[Records from a data source]
══════
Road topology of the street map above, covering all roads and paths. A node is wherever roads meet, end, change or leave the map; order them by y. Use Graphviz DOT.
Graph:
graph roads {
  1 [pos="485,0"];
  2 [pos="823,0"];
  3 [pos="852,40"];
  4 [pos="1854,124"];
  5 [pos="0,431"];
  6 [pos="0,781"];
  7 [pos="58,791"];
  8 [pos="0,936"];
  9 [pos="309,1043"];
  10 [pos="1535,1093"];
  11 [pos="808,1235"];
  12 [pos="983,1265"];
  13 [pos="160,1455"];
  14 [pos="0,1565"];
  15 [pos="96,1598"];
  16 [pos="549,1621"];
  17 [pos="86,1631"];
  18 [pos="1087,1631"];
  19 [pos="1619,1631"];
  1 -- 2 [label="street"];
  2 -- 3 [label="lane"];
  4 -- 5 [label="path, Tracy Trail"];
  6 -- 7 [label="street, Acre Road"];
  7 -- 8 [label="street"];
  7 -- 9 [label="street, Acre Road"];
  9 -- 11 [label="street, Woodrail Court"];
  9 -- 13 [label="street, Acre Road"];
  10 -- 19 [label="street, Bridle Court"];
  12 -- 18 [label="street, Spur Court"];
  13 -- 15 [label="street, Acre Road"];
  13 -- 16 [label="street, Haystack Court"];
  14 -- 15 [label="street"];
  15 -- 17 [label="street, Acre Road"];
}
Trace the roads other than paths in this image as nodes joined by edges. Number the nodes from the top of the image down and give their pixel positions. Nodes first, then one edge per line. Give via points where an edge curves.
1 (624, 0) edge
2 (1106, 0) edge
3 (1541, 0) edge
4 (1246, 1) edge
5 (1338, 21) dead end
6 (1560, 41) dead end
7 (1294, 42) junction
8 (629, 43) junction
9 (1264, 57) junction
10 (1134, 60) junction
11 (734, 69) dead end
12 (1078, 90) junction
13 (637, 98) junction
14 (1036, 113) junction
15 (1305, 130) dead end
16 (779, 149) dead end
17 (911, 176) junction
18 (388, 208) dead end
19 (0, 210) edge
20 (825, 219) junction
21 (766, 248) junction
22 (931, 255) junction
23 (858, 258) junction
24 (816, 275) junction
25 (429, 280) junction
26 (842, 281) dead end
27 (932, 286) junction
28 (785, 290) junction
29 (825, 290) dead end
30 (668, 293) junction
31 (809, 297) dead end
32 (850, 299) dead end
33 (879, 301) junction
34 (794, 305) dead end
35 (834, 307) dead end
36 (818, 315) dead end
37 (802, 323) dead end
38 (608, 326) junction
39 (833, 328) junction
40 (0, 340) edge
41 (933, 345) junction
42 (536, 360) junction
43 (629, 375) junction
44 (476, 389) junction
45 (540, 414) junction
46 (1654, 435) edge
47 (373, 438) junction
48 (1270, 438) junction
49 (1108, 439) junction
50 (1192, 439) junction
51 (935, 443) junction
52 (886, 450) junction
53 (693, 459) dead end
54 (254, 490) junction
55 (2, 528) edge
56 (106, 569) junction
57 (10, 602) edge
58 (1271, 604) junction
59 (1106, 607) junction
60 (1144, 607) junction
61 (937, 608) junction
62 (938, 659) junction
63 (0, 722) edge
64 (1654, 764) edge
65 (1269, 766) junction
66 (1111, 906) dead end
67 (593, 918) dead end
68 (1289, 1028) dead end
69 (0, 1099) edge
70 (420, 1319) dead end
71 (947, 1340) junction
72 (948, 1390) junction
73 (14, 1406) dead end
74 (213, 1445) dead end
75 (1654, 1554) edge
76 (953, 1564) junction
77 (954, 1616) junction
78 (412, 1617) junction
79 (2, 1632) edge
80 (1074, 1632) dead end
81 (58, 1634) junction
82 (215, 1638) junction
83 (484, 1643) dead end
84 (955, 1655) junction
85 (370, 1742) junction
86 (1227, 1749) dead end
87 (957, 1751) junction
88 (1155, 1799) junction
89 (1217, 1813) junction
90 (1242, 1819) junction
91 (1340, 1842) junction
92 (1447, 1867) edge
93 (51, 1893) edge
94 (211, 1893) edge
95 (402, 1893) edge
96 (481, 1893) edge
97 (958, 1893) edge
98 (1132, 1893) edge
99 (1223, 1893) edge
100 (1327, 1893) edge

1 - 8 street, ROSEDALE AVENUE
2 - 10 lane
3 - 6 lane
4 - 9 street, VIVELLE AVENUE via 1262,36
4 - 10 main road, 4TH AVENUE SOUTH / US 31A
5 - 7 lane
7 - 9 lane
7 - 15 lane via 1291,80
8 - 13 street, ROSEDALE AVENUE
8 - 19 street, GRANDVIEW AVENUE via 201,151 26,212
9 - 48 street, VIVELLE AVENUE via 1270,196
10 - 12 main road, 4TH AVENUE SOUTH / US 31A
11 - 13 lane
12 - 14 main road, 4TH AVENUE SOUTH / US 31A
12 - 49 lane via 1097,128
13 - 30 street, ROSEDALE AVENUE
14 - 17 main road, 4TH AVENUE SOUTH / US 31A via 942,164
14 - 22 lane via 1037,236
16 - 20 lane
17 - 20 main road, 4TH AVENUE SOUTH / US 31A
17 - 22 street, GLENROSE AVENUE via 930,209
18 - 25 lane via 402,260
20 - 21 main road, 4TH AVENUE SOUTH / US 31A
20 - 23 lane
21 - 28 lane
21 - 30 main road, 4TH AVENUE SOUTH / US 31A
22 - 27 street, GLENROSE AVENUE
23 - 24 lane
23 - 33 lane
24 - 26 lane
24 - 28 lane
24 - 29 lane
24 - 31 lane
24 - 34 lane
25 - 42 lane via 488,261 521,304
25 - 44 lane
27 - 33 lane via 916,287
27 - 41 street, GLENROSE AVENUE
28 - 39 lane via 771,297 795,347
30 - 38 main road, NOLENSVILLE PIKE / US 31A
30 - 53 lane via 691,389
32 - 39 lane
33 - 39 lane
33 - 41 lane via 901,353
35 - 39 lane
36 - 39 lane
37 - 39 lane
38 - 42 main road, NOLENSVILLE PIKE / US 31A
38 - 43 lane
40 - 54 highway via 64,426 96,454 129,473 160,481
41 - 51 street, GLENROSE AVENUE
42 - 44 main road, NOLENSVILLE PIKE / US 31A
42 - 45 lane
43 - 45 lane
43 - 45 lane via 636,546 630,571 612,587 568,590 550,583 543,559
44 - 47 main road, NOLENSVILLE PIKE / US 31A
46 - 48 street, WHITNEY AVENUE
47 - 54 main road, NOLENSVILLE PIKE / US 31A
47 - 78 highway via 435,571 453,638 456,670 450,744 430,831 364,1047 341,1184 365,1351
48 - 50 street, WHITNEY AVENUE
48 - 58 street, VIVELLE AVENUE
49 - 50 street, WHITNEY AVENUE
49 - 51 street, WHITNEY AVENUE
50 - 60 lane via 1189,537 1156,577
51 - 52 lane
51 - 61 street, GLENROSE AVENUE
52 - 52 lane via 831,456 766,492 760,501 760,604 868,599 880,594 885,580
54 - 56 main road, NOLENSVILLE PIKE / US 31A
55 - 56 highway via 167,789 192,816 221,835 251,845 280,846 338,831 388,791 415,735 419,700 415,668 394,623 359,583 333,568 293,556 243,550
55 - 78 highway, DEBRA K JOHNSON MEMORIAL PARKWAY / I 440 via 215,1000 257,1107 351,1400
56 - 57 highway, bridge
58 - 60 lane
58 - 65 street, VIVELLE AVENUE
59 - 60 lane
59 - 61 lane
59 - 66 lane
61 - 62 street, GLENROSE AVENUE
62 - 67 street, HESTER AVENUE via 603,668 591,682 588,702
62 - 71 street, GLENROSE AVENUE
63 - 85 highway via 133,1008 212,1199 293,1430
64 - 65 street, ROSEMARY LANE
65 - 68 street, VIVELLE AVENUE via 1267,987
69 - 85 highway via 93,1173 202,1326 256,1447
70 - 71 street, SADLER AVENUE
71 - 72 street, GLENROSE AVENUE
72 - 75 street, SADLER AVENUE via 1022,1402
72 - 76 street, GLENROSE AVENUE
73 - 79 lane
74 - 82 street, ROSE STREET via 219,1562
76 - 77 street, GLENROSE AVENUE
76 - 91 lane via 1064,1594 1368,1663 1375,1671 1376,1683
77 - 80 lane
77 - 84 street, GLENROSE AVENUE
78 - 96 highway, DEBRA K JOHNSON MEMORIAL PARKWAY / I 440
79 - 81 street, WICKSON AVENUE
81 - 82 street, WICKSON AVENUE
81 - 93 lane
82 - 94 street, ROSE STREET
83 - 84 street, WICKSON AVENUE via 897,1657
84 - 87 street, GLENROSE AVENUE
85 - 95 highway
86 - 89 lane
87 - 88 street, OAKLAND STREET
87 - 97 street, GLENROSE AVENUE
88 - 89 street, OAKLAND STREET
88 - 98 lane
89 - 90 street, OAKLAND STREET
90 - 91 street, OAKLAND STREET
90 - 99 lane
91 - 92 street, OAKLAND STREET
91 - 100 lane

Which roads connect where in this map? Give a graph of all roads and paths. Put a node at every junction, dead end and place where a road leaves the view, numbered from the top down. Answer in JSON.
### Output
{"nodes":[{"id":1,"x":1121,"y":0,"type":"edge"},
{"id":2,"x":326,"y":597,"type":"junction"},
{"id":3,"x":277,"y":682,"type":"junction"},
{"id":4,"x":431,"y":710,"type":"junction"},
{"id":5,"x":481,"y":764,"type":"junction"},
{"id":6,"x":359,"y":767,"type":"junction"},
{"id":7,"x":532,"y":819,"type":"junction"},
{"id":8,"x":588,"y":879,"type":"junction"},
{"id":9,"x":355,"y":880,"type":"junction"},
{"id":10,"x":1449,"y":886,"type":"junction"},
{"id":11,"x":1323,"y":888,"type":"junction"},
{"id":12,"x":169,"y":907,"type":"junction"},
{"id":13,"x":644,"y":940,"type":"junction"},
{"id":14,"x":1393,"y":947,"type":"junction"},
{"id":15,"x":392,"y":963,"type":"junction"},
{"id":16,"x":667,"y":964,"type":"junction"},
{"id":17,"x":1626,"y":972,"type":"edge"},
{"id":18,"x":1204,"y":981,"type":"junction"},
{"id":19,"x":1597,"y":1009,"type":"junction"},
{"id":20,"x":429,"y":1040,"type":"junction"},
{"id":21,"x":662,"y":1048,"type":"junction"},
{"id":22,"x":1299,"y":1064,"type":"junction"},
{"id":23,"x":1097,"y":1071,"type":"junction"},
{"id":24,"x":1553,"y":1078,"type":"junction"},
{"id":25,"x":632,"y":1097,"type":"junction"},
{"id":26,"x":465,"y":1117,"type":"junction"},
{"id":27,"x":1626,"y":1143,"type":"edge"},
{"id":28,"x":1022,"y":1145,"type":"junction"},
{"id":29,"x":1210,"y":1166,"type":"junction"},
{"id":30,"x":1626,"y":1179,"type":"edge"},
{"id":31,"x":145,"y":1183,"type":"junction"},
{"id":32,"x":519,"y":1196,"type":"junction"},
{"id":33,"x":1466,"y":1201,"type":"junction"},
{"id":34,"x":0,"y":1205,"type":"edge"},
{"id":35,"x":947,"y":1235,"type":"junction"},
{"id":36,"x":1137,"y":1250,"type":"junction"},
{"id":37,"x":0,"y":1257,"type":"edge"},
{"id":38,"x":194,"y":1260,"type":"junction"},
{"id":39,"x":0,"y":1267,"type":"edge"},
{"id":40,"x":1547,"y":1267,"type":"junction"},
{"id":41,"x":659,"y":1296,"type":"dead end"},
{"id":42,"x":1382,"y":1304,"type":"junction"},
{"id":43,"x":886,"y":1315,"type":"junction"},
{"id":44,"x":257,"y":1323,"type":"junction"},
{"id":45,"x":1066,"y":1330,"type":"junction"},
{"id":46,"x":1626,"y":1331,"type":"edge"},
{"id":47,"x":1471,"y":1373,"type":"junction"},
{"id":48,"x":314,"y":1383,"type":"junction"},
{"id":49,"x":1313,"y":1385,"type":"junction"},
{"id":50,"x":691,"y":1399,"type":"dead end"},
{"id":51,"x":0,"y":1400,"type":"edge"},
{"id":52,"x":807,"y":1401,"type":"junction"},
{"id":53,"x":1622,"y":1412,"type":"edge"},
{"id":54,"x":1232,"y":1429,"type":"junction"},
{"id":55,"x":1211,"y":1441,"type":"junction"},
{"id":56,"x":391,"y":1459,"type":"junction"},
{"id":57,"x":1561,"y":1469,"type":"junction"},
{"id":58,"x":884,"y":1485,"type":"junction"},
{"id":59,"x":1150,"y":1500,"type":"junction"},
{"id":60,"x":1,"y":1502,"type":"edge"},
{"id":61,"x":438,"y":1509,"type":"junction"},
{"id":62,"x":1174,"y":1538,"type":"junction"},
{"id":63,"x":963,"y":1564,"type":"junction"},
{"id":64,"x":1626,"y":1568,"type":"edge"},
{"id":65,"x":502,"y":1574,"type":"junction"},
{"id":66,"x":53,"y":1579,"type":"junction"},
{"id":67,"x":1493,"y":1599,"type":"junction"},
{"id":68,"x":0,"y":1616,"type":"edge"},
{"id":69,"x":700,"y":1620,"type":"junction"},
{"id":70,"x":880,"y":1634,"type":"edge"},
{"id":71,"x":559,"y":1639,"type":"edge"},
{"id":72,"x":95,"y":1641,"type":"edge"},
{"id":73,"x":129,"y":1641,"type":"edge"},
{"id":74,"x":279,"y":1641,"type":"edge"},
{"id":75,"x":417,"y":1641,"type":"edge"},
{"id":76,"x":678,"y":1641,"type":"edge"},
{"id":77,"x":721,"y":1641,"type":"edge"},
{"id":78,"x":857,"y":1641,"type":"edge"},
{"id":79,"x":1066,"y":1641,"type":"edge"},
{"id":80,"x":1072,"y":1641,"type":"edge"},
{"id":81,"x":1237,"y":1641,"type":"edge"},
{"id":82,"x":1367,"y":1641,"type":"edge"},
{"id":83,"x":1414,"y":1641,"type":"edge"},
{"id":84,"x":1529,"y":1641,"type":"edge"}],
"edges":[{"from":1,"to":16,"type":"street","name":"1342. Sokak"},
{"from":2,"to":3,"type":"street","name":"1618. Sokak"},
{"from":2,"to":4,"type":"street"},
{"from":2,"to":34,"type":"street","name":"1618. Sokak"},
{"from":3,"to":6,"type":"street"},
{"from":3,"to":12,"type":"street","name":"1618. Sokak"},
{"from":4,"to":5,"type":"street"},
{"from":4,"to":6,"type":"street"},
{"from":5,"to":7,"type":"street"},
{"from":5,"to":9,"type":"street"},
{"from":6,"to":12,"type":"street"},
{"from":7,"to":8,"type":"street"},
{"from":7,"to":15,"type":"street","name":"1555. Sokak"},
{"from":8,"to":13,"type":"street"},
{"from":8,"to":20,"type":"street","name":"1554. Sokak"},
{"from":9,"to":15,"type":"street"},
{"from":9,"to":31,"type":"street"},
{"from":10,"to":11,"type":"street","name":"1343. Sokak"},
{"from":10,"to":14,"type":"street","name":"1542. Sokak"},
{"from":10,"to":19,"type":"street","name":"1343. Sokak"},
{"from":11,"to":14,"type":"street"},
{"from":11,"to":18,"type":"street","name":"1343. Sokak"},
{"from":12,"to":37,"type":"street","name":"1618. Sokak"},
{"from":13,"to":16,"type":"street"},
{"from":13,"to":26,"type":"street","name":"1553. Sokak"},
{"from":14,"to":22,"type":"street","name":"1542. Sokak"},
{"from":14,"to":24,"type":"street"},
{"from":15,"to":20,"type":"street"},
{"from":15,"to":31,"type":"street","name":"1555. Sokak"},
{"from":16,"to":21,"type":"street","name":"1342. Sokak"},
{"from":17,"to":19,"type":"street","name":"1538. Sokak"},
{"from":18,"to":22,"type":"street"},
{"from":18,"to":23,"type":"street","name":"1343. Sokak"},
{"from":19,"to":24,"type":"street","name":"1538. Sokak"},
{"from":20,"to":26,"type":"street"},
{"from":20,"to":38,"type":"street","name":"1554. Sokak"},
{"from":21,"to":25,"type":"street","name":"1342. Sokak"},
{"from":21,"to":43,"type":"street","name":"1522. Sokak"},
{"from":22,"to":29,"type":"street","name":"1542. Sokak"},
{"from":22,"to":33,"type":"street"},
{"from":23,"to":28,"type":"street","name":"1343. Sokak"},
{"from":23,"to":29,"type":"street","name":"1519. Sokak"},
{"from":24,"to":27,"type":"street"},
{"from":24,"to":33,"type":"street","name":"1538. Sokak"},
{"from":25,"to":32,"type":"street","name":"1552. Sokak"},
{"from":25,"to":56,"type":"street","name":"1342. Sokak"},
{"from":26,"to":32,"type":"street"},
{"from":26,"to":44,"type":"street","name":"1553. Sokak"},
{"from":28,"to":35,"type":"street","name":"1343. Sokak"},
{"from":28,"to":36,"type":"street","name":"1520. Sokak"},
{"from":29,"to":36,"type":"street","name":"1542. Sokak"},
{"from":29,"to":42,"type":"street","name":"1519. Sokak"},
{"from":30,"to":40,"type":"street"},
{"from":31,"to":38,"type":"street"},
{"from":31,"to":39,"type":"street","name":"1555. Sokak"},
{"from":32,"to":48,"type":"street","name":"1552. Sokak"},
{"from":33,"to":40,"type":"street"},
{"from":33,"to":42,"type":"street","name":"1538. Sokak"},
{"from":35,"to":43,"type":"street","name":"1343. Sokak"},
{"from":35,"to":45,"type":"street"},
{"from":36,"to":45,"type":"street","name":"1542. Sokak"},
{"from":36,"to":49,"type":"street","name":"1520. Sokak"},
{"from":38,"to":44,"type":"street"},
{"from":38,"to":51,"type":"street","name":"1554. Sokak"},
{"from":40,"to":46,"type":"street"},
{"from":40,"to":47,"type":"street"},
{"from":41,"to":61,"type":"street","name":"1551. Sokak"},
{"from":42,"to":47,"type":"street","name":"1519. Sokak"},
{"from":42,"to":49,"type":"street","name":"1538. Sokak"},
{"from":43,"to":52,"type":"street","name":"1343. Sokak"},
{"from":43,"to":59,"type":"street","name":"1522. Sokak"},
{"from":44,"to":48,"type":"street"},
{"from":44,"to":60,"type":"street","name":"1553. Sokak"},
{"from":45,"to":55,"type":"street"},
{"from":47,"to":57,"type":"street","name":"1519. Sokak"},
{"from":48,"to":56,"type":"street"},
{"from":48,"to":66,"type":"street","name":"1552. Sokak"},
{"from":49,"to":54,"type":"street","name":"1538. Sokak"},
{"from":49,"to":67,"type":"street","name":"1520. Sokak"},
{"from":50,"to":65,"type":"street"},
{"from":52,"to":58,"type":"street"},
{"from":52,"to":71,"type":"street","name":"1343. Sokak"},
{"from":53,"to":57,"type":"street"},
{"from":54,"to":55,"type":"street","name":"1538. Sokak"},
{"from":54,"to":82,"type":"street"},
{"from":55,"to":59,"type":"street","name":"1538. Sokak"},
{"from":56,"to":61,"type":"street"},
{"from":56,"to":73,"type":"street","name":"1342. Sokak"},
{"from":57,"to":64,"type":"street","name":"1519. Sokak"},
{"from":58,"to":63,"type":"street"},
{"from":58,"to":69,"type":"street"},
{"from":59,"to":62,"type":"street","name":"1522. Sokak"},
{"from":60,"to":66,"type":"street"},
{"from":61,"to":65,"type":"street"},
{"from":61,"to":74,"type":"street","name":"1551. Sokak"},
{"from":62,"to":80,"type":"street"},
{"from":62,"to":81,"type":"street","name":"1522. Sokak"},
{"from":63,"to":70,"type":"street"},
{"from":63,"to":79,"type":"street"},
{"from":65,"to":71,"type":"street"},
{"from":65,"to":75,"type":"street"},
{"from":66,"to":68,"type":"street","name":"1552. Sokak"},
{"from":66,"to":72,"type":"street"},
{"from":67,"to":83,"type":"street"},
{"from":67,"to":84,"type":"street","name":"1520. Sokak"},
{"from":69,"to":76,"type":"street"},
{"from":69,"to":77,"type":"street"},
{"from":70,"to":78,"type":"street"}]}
══════
Which lines in the records above contain the word "Give"? Copy each one.

Trace the roads other than paths in this image as nodes joined by edges. Number the nodes from the top of the image down and give their pixel positions. Nodes first, then one edge per line. Give via points where an edge curves.
Which roads connect where in this map? Give a graph of all roads and paths. Put a node at every junction, dead end and place where a road leaves the view, numbered from the top down. Answer in JSON.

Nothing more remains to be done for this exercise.